DATA SUPPLIED section start
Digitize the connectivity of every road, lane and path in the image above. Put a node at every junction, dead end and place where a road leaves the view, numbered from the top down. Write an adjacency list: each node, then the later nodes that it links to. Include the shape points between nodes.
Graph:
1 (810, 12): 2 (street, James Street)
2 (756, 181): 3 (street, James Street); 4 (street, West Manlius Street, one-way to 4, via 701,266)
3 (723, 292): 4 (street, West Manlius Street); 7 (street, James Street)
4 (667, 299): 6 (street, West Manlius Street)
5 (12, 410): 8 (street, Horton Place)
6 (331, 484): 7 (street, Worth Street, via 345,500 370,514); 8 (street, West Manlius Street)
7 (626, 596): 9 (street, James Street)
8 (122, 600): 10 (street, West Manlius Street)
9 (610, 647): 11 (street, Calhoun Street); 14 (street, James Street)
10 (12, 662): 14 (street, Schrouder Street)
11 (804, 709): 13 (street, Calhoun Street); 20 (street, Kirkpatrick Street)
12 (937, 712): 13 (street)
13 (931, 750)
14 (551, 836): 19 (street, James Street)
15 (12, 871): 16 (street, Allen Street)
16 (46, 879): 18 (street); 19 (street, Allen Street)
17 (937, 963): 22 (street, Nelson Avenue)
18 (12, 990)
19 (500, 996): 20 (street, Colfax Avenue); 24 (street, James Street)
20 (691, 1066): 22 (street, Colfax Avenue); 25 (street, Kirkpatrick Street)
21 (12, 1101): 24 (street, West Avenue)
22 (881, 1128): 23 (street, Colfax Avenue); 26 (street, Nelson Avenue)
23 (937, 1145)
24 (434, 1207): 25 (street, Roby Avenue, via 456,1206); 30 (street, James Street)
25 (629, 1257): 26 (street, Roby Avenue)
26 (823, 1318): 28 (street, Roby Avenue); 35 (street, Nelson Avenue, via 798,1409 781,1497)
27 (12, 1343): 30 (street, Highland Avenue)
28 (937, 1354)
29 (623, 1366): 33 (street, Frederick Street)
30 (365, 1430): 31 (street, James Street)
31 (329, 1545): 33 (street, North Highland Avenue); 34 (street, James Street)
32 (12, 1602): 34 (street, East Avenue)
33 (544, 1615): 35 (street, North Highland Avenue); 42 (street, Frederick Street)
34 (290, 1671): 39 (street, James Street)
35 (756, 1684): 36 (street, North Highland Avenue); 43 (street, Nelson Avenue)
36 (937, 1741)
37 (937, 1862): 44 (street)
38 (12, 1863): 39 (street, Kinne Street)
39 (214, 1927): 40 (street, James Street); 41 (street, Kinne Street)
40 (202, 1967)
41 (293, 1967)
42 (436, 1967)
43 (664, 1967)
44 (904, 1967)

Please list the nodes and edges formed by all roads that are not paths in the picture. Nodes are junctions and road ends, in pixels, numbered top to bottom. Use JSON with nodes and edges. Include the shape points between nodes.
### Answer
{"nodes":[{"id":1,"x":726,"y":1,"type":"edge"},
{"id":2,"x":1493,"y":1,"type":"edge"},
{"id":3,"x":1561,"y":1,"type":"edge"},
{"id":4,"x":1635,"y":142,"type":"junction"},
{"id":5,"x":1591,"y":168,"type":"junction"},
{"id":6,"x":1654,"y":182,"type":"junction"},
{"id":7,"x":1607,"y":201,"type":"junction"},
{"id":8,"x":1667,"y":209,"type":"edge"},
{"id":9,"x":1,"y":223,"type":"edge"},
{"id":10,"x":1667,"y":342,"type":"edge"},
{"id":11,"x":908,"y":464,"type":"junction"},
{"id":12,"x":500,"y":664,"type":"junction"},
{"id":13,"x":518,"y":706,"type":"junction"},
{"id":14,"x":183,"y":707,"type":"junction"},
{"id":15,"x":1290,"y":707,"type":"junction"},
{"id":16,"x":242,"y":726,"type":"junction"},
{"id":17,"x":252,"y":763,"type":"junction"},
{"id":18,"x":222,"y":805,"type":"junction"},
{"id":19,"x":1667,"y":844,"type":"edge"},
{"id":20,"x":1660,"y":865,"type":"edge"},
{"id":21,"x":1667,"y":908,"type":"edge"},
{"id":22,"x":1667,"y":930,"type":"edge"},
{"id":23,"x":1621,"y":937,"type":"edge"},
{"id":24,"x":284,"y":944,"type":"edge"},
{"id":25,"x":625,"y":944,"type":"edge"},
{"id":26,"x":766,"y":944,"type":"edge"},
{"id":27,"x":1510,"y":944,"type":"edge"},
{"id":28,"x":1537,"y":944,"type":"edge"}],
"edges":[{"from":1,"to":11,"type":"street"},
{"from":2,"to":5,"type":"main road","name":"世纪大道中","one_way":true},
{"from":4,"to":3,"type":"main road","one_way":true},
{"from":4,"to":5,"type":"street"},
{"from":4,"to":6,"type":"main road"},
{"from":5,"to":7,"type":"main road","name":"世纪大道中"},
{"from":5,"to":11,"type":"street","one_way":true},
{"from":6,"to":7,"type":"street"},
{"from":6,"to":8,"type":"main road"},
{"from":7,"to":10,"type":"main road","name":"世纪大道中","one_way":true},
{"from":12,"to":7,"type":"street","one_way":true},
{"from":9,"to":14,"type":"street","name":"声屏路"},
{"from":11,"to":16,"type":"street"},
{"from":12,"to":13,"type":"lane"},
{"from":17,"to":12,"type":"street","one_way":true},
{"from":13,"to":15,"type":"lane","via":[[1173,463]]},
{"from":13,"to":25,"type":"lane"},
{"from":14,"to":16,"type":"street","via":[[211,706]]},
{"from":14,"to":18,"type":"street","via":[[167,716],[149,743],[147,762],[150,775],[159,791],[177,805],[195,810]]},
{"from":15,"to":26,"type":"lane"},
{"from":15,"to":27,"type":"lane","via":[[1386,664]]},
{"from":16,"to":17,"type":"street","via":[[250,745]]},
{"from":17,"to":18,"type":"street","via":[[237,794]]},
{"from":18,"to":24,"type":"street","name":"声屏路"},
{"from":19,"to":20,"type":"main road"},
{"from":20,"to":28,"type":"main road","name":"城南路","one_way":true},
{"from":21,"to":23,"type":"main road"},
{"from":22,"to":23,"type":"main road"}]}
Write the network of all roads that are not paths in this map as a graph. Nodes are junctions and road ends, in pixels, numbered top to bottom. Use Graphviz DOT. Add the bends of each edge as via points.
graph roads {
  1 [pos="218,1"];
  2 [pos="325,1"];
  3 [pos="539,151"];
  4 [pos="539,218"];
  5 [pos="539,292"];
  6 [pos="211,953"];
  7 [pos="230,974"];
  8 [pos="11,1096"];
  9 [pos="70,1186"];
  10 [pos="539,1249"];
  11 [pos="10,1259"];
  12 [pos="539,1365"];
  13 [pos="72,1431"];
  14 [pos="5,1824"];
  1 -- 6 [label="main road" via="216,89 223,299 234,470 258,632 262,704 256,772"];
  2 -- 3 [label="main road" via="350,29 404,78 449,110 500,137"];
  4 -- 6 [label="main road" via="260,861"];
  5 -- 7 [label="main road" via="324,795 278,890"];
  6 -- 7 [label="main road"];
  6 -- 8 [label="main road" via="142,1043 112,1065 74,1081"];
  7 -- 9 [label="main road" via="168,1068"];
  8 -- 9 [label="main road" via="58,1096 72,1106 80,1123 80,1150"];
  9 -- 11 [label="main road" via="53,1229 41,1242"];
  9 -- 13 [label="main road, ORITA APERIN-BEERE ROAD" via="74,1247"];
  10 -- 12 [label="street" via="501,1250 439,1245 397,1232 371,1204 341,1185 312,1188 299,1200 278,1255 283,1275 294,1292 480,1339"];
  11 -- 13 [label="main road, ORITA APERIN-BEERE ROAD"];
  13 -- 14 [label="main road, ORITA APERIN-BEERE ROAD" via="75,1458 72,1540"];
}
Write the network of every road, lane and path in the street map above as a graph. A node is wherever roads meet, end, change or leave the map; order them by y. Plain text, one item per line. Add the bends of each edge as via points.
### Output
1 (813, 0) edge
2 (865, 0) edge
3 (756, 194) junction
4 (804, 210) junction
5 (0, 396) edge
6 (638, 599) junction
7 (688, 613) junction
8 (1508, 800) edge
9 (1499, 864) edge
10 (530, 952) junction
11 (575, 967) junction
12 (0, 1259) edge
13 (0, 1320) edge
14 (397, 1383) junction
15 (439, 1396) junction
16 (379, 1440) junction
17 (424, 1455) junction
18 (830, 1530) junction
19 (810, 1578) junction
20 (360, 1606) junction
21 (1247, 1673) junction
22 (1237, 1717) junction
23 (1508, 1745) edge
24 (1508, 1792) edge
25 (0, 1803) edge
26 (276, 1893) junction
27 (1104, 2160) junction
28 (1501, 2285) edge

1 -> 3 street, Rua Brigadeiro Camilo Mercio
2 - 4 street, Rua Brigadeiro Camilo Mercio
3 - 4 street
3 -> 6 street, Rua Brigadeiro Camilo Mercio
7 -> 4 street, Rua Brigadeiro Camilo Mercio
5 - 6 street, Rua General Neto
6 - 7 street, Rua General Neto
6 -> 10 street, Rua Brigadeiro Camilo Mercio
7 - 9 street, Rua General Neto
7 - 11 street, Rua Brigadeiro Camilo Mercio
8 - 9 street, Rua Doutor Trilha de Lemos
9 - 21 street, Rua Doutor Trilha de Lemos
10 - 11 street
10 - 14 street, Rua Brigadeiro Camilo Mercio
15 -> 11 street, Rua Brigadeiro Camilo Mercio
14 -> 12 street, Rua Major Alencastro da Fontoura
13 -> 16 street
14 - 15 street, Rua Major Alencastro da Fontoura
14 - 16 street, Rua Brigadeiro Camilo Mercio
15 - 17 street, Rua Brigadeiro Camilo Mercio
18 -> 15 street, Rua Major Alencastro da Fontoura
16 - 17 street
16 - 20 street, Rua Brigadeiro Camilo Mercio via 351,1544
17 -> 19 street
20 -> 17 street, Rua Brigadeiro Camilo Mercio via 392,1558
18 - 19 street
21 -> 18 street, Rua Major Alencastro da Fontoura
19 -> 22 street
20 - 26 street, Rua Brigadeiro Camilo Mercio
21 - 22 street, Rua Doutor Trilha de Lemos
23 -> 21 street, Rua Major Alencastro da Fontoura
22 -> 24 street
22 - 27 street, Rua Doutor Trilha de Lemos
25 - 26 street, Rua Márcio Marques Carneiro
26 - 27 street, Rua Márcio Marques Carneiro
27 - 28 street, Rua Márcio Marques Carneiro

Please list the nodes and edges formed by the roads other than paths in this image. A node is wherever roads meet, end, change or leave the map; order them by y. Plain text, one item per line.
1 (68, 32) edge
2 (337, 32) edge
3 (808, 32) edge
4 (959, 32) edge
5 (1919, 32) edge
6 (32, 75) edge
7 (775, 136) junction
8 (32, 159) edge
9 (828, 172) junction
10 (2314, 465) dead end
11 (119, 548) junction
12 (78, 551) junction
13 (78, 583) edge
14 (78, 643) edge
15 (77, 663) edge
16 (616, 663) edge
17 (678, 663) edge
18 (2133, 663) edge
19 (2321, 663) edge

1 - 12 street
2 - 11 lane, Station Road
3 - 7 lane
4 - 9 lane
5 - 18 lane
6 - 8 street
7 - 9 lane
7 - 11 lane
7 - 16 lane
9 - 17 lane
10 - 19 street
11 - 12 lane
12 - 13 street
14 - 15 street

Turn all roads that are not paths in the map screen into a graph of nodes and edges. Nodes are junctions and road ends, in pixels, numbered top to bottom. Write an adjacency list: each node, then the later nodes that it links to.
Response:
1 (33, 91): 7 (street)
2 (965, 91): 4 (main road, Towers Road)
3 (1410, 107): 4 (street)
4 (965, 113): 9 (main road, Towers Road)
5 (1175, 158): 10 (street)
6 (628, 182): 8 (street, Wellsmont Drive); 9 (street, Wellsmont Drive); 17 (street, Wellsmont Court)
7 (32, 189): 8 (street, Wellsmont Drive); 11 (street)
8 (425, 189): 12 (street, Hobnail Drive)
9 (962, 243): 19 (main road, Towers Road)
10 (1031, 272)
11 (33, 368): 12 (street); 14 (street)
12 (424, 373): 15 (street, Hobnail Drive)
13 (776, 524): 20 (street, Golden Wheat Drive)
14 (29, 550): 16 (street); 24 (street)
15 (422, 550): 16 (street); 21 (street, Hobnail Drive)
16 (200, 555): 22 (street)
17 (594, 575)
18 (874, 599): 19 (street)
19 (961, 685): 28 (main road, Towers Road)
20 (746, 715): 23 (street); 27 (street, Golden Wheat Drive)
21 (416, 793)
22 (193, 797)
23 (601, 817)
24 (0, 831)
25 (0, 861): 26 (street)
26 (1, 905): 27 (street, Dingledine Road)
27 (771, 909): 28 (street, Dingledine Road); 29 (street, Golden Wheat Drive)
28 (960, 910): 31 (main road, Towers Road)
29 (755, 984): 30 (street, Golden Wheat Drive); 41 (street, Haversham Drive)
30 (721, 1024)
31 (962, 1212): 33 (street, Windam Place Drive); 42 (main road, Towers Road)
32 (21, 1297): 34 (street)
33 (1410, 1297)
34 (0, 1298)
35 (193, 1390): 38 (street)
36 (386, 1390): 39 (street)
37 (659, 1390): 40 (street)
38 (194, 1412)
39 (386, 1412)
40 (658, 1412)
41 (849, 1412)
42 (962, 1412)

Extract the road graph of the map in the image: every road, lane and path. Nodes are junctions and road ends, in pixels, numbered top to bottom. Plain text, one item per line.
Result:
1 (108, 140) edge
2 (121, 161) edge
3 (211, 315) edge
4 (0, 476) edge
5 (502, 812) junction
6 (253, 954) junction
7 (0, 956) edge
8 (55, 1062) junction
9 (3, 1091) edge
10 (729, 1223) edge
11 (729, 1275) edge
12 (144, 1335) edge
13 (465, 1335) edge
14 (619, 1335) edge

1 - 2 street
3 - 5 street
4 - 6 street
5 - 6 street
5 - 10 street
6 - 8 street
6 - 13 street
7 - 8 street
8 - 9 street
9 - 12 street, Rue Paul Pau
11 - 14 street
DATA SUPPLIED section end
WHAT THE TASK ASKS - Where a line of the data holds the word "Manlius", copy that line.

WRITTEN REPLY -
2 (756, 181): 3 (street, James Street); 4 (street, West Manlius Street, one-way to 4, via 701,266)
3 (723, 292): 4 (street, West Manlius Street); 7 (street, James Street)
4 (667, 299): 6 (street, West Manlius Street)
6 (331, 484): 7 (street, Worth Street, via 345,500 370,514); 8 (street, West Manlius Street)
8 (122, 600): 10 (street, West Manlius Street)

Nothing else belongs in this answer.